Congratulations to John Chen who was awarded a New Zealand Youth Award on Tuesday 11 April at the 2017 awards ceremony held at Parliament.

John was the third youngest recipient of an award this year. Here's why he was chosen:


Future Problemsolving

John is a high-achieving Year 11 student, and has a long list of contributions to his community. Any successes or opportunities he has had, and there are many, he always sees as a way to give back to the community that has raised him.

John says his awareness of the importance of giving back was instilled after he had an opportunity in Year 7 to participate in the Asia Pacific Children´s Convention, which took him Japan. He was then selected for a Sir Peter Blake Trust youth leadership award. These opportunities developed his understanding of how he could contribute the skills and knowledge gained, not only for his own success, but for the success of others.

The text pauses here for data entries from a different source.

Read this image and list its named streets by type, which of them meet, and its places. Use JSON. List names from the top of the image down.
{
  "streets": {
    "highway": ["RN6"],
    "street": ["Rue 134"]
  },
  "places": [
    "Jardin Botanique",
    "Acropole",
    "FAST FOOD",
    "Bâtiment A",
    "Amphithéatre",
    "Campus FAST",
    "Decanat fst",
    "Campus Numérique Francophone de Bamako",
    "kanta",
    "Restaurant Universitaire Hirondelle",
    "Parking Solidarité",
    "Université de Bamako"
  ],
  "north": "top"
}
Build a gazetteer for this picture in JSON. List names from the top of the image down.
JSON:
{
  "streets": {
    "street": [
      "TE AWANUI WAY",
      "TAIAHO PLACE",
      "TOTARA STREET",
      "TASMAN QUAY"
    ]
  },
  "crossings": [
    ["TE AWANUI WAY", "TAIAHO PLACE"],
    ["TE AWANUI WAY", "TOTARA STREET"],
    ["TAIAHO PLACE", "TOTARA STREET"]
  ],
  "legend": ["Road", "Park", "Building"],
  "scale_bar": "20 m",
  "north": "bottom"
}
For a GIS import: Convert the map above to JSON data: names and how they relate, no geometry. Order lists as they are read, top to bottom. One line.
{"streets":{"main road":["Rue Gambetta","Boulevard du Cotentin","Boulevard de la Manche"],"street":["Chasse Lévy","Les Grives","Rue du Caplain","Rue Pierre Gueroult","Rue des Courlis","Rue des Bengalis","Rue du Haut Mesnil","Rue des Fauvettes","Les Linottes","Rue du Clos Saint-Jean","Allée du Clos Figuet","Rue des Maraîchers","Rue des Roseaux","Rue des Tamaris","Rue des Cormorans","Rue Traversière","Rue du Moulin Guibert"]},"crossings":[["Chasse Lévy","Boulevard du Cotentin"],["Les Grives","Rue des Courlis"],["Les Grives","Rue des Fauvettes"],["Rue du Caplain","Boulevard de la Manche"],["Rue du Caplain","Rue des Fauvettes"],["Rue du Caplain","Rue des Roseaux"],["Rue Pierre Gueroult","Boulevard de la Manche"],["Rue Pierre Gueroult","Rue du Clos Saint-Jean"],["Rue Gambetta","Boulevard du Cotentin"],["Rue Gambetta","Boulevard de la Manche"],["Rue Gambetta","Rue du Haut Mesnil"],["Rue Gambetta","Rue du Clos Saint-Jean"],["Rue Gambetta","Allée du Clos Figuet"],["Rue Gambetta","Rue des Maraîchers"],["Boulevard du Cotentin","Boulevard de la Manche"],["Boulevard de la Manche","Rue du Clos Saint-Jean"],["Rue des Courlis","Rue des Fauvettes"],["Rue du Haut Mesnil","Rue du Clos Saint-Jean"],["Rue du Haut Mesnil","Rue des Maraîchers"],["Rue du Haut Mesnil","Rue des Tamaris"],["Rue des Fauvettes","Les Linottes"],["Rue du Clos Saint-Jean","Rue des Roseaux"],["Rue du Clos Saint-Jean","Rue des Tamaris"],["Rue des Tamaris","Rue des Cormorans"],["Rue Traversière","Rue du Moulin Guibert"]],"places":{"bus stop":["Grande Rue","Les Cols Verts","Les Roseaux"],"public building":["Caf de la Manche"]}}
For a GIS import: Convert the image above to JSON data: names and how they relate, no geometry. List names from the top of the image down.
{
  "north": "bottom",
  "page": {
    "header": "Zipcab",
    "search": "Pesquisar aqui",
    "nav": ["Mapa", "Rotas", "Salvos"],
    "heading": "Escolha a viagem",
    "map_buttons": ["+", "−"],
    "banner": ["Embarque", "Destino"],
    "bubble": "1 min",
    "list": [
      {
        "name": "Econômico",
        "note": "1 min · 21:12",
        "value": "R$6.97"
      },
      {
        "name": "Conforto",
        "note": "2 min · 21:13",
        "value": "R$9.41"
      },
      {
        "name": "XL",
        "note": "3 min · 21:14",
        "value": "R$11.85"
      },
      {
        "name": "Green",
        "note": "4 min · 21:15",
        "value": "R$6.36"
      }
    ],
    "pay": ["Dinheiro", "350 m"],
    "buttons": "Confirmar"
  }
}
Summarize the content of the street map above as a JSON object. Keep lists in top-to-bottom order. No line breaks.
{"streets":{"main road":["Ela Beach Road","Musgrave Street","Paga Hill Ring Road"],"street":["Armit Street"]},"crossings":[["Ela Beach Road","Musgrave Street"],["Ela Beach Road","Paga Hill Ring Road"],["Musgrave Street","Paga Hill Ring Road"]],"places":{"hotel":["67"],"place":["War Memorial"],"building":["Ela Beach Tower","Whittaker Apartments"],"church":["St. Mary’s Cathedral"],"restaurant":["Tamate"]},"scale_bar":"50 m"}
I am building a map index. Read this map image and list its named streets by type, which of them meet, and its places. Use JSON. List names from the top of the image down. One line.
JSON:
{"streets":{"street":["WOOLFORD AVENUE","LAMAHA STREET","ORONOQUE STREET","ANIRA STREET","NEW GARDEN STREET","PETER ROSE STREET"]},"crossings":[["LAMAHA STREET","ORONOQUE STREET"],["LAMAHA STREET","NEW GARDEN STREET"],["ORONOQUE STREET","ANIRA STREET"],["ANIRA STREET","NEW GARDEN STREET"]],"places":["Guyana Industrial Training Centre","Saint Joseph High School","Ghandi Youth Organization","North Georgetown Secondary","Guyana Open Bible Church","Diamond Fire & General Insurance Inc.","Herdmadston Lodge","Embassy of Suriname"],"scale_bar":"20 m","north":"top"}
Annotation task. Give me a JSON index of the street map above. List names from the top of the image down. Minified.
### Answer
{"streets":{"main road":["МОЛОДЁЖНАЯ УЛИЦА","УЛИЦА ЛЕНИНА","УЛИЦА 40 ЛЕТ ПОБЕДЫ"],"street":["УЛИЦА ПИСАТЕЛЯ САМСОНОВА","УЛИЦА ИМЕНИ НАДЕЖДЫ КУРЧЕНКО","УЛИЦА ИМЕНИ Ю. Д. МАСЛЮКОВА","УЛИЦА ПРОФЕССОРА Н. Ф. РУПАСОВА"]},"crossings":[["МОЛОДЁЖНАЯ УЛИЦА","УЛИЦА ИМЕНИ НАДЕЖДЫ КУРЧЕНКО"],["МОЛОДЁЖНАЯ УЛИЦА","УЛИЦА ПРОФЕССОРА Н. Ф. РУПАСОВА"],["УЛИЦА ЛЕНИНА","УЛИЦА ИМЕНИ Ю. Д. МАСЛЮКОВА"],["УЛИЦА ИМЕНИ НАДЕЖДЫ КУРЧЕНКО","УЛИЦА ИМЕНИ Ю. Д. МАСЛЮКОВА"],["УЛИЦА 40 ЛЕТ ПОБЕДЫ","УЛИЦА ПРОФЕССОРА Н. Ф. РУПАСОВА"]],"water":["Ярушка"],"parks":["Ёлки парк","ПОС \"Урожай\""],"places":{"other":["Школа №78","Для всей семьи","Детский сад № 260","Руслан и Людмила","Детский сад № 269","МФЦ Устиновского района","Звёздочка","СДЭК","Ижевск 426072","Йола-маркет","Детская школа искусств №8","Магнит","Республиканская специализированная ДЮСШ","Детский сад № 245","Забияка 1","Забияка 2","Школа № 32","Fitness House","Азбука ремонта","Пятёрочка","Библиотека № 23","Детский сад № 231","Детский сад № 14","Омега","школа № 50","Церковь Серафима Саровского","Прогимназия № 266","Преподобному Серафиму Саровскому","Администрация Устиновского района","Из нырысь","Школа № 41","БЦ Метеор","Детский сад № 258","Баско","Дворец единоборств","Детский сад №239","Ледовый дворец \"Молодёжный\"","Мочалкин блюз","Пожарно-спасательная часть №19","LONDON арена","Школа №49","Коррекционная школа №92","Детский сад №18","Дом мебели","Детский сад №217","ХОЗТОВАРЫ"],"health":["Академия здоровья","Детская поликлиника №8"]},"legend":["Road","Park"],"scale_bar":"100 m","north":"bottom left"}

Fast forward to Year 9 at Manurewa High School and John signs up for the Future Problemsolving Challenge with three team mates. They commit to this demanding programme over the course of three terms, and make it to the national final. They come second, and are given the opportunity to compete at the international Future Problem Solving Champs in Michigan, where they finish 14th.

As Year 10 students, John and his team are determined to do better. This time they win the nationals. Now they have a goal to go even further at the next international event, taking place in Wisconsin in June.

John and his FPS team mates visit their old primary schools to inspire the next generation with their FPS story. They run workshops within our school to share the problemsolving skills they have learned. They give presentations in business settings, to support fundraising, and to help address perceptions of what a student from Manurewa High School is capable of achieving.

As a Future Problem Solving National Champion, John sends a big message to New Zealanders who see South Aucklanders as low achieving. By committing time to speak to students within our school and beyond, he is raising academic expectations in our community.


Board of Trustees Representative

In addition to the demands of FPS, John was the student representative of the Board of Trustees in 2016. Our Principal, Pete Jones, says he demonstrated the maturity and wisdom of an adult.

John says the experience gave him an appreciation for the depth of processes involved, when any change is proposed. He also valued the opportunity to be part of the student selection committee for the appointments of a new Principal and Deputy Principal.

While serving as the Student Representative on the Board of Trustees, John is proud of the achievement of a uniform change. He had run a survey of students to understand their needs, and put a proposal to the board for changes that would enable girls to wear shorts, boys to be able to wear cultural skirts, and for all students to be able to wear non-regulation socks. Choice and affordability are two big concerns that have been addressed by the board-approved changes.

Service-based leadership is the model of leadership within our school. Any student can apply to be a member of a leadership council – in areas that they are passionate about. For John, that is Community. A focus project for the Community Council is the World Vision 48 Hour famine, and he is promoting involvement across the school. John believes World Vision is important for raising awareness of issues that need to be conveyed widely in the community, that there are people in the world who are not as fortunate, and go through hardships.


Manurewa Youth Council

Outside of school, John has served on the Manurewa Youth Council (MYC) since 2016, and accepted the role of Treasurer, even though up until then, he had not known how to manage finances or prepare reports.

Some of the MYC initiatives he has been involved in include organising a Young Leader conference focused on intermediate school students. They also initiated a community consultation project, to brainstorm issues facing youth, and possible solutions. This year he has also helped to organise a Young Leaders breakfast, to keep the conversation going. He has also been part of projects like mural painting at the Manurewa Marae, and building shelters for the homeless

His work on the MYC has helped to create stronger connections with youth in the community, and for community leaders to access feedback on youth issues. A quick survey path established through a Facebook page ensures that this consultation and connection is not a one-off. The current issues they have identified are abuse, education and the environment.

John is concerned that the voices of youth are not heard loudly enough by decisionmakers in the community and nationally. He is proud of the solutions delivered through MYC to grow youth leadership participation in the Manurewa Community.